Listening Guide
CELPIP Listening Part 6: News Report Strategy
Last updated: June 2026
By Mark Wilson · Updated June 2026
Part 6 at a glance
Part 6 presents a radio or TV news report lasting 2–3 minutes. You hear it once. You then answer 8 questions about facts, opinions, implications, and the reporter's purpose. Most test-takers find this the hardest listening task because the content is dense, the vocabulary is formal, and there is no second chance to re-listen.
Why Part 6 is disproportionately hard
Parts 1–5 of CELPIP Listening use everyday conversational contexts: a problem being solved, an announcement, a discussion. Part 6 switches register entirely — it uses broadcast journalism vocabulary, which many candidates have limited exposure to. The sentences are longer, the speaker rate is faster, and the content shifts topic every 30–40 seconds within the same report.
The good news: the question types are predictable, and a systematic preparation approach closes the gap faster than passive listening practice.
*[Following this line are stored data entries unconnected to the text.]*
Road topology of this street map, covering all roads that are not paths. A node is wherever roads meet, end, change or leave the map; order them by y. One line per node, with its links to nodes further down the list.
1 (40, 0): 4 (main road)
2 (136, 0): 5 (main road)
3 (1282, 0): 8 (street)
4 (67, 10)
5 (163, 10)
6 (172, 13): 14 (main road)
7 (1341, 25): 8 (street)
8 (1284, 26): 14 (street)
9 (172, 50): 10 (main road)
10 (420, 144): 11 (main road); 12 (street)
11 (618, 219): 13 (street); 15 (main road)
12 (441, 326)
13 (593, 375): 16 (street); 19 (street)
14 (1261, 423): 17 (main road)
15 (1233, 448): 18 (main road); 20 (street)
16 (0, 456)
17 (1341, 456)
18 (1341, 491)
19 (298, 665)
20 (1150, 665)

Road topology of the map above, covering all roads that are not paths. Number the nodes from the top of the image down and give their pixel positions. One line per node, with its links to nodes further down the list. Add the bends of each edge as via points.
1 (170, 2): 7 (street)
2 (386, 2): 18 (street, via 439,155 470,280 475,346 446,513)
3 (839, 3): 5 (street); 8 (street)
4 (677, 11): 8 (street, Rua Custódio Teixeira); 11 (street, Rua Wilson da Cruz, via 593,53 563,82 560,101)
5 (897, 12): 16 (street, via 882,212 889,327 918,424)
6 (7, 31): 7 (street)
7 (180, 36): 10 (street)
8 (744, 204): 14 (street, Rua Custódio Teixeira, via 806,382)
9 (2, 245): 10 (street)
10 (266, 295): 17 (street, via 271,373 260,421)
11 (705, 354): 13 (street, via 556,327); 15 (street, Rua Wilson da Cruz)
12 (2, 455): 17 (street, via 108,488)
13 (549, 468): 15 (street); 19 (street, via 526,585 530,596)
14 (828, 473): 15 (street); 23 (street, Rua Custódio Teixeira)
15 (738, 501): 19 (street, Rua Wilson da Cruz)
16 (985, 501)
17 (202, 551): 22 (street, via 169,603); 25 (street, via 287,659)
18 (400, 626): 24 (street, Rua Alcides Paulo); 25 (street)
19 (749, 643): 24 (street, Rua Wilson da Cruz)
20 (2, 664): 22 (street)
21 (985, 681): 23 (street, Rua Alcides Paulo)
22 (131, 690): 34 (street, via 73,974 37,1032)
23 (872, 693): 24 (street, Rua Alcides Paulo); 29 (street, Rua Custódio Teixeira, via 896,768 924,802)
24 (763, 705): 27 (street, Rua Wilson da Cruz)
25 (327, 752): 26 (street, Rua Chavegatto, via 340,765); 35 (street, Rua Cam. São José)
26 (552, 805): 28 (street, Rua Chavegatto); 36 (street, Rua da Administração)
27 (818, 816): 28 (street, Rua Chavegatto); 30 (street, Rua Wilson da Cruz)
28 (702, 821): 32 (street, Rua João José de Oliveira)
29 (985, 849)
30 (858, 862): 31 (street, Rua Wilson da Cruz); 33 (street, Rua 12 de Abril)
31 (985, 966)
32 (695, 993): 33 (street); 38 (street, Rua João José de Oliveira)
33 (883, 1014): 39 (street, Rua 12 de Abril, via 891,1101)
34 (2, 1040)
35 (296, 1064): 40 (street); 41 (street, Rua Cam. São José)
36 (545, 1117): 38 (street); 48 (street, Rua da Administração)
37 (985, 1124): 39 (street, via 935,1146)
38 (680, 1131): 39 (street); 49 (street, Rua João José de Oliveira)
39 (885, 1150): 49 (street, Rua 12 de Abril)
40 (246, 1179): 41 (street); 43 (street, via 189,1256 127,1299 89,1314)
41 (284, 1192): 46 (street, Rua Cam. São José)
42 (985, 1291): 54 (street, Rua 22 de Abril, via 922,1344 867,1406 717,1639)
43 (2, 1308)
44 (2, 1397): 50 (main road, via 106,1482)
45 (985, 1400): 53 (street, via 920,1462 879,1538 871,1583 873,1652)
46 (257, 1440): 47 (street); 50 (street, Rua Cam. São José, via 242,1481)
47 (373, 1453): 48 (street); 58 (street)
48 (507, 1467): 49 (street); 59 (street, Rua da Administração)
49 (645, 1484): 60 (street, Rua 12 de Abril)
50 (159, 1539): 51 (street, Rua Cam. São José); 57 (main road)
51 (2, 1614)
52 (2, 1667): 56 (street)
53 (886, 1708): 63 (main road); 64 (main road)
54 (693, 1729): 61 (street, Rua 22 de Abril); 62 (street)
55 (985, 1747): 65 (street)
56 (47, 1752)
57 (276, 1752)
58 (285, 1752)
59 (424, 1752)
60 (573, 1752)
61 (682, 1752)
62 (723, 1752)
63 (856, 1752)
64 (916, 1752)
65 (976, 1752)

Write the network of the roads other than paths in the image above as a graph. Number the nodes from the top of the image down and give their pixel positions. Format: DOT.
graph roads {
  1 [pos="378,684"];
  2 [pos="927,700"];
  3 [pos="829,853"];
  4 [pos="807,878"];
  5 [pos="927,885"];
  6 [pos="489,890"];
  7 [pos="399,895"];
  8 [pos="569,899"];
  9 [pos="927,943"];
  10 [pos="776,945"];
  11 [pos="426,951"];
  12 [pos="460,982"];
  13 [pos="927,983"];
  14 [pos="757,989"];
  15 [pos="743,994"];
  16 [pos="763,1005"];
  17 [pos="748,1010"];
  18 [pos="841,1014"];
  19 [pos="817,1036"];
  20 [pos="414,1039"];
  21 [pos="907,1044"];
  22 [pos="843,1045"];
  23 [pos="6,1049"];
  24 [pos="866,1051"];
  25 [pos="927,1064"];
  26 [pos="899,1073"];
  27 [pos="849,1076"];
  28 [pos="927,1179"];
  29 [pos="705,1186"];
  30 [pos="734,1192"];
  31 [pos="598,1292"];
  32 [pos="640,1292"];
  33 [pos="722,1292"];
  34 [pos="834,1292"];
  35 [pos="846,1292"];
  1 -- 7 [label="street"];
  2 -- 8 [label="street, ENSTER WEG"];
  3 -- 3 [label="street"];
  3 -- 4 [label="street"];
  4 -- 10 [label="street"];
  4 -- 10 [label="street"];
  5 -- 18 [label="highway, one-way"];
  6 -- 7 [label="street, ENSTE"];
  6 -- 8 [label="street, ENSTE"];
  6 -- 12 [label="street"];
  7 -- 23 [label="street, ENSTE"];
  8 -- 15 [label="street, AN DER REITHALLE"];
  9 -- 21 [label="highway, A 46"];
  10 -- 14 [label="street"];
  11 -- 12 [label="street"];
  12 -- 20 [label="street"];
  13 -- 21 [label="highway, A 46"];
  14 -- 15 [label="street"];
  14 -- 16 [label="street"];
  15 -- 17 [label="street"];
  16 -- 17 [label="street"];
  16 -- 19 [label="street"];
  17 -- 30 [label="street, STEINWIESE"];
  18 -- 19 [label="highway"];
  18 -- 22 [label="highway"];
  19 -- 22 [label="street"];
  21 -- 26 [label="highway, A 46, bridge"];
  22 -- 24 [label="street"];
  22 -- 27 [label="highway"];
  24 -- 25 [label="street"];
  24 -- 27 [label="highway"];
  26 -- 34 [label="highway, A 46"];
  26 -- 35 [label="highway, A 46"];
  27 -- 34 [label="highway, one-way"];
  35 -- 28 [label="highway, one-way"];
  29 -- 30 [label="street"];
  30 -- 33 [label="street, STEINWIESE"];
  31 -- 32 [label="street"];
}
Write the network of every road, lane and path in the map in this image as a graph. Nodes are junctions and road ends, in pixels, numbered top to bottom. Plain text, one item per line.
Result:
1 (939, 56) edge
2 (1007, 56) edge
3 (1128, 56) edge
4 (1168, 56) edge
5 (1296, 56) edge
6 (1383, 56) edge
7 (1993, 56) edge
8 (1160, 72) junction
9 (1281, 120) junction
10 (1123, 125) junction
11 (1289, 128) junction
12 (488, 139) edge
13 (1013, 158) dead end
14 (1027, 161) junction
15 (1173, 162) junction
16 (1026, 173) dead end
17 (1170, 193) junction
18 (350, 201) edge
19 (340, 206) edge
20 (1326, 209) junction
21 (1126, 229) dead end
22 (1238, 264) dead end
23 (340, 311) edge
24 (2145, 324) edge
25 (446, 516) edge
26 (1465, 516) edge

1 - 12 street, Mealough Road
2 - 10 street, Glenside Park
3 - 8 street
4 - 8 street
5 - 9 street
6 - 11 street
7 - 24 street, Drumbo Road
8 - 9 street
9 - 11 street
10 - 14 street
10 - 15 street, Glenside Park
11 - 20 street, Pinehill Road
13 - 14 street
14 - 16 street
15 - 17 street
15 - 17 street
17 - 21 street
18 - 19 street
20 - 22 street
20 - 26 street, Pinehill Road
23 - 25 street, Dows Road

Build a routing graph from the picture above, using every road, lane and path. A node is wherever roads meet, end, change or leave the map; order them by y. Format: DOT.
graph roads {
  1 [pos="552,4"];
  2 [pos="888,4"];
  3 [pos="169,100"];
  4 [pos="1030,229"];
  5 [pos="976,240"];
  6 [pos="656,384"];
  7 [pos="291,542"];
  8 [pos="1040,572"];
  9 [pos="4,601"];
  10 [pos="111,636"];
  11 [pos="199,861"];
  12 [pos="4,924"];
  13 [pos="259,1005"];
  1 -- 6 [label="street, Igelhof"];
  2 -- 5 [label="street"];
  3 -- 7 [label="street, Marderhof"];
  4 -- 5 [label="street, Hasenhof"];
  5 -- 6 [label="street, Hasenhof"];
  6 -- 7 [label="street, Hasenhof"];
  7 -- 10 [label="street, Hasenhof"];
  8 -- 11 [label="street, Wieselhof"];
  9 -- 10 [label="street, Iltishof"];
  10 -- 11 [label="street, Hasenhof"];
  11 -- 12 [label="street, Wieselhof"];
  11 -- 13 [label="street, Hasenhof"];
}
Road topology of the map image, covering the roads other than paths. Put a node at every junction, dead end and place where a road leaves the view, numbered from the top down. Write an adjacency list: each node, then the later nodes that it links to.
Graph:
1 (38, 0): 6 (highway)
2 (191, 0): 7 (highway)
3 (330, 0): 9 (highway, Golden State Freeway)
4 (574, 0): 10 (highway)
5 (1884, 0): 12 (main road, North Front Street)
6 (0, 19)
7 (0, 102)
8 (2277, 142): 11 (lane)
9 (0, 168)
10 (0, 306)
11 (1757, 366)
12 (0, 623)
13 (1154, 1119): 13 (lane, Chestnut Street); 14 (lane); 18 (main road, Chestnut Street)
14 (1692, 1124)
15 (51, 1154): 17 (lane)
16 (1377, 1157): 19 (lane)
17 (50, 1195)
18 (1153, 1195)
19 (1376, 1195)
The prediction strategy before the audio plays
Before Part 6 begins, you are given time to read the questions. Use every second of it. For each question, identify:
- What type of answer is expected: a fact (who/what/when/where), an opinion, a reason, or an implication
- The keyword or topic in the question: underline it mentally so you know what to listen for
- The approximate position in the report: questions are usually in chronological order, so question 1 relates to early in the report, question 8 to near the end
Note-taking method for Part 6
Do not try to write full sentences. Use a 5W framework:
WHO — main person/organisation mentioned
WHAT — main event or issue
WHERE — location (if relevant)
WHEN — dates, timeframes
WHY/HOW — cause, effect, solution
Write abbreviations, not full words. "gov't says econ ↑ 2% → critics disagree" takes 3 seconds to write and captures the key fact-opinion contrast that a Part 6 question will test.
The four Part 6 question types
Main idea
Answered by the headline/opening sentence of the report. Listen for what the reporter emphasises first. The main idea is usually stated, not implied.
Specific fact
Listen for numbers, names, dates, and statistics. These are the clearest signal words — they are pronounced with slight emphasis in broadcast journalism.
Opinion vs. fact
In a news report, opinion is attributed ('according to critics', 'the minister stated that', 'residents claim'). A stated fact has no attribution. Questions on this type test whether you notice the difference.
Implication or inference
The hardest type. You are asked what the reporter implies but does not state. The answer is usually supported by tone, word choice, or the context around a specific sentence. Eliminate answers that go further than the audio supports.
Vocabulary: news broadcast register
Exposure to Canadian broadcast journalism is the single most effective passive preparation for Part 6. The CBC (Canadian Broadcasting Corporation) uses exactly the register that CELPIP Part 6 tests. Listen to 10 minutes of CBC Radio daily for 3 weeks — you will notice the vocabulary and sentence patterns become familiar.
High-frequency Part 6 vocabulary includes: stakeholders, proposed legislation, economic outlook, amid growing concerns, officials confirmed, in response to, citing figures, disputed claims, a spokesperson said.
Time management: Parts 4, 5, and 6
Parts 4 and 6 are the two highest-difficulty parts of CELPIP Listening. Both involve longer audio clips and denser content. Allocate your preparation time accordingly: if you have 4 weeks, spend at least 40% of your Listening practice specifically on Part 4 and Part 6 scenarios. The other parts (1–3) are shorter and more conversational — they typically require less targeted work.